10.3 Processing raw data and getting data into R
The rawest form of data that most users get is probably in the form of fastq files obtained from the sequencing experiments. We will describe the necessary steps and the tools that can be used for raw data processing and if they exist, we will mention their R equivalents. However, the data processing is usually done outside of the R framework, and for the following sections we will assume that the data processing is done and our analysis is starting from methylation call files.
The typical data processing step starts with a data quality check. The fastq files are first run through quality check software that shows the quality of the sequencing run. We would typically use fastQC for this. However, there are several bioconductor packages that could be of use, such as
QuasR. We have introduced how to use some of these tools for sequencing quality check in Chapter 7. Following the quality check, provided everything is OK, the reads can be aligned to the genome. Before the alignment, adapters or low-quality ends of the reads can be trimmed to increase number of alignments. Low-quality ends mostly likely have poor basecalls, which will lead to many mismatches. Reads with non-trimmed adapters will also not align to the genome. We would use adapter trimming tools such as cutadapt or flexbar for this purpose, although there are a bunch of them to choose from. Following this, reads are aligned to the genome with a bisulfite-treatment-aware aligner. For our own purposes, we use Bismark(Krueger and Andrews 2011), however there are other equally accurate aligners, and some are reviewed here. In addition, the Bioconductor package
QuasR can align BS-seq reads within the R framework.
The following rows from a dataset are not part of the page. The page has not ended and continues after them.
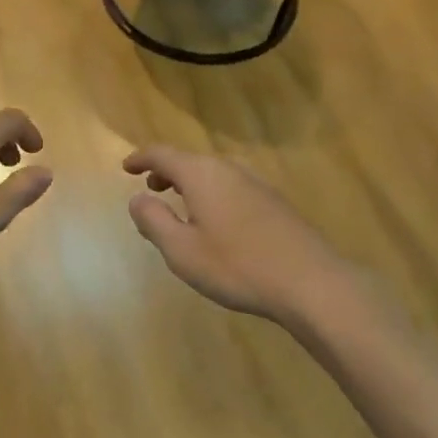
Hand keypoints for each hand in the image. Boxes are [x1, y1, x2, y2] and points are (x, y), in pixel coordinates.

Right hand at [123, 146, 345, 326]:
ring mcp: (256, 184)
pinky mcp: (274, 203)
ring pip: (213, 174)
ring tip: (180, 204)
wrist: (311, 282)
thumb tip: (137, 199)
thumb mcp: (182, 250)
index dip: (141, 158)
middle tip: (150, 188)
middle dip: (166, 172)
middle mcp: (229, 170)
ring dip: (190, 184)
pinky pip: (231, 187)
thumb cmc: (237, 266)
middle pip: (190, 161)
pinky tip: (215, 222)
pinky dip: (212, 194)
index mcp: (202, 175)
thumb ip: (154, 221)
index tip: (126, 167)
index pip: (163, 154)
After alignment, we need to call C->T conversions and calculate the fraction/percentage of methylation. Most of the time, aligners come with auxiliary tools that calculate per-base methylation values. Normally, they output a tabular format containing the location of the Cs and methylation value and strand. Within R,
methylKit can call methylation values from BAM files albeit with some limitations. In essence, these methylation call files can be easily read into R and downstream analysis within R starts from that point. An important quality measure at this stage is to look at the conversion rate. This simply means how many unmethylated Cs are converted to Ts. Since we expect non-CpG methylation to be rare, we can simply count the number of C->T conversions in the non-CpG context and calculate conversion rate. The best way to do this would be via spike-in sequences where we expect no methylation at all. Since non-CpG methylation is tissue specific, calculating the conversion rate using non-CpG Cs might be misleading in some cases.
Krueger, and Andrews. 2011. “Bismark: A Flexible Aligner and Methylation Caller for Bisulfite-Seq Applications.” Bioinformatics 27 (11): 1571–2.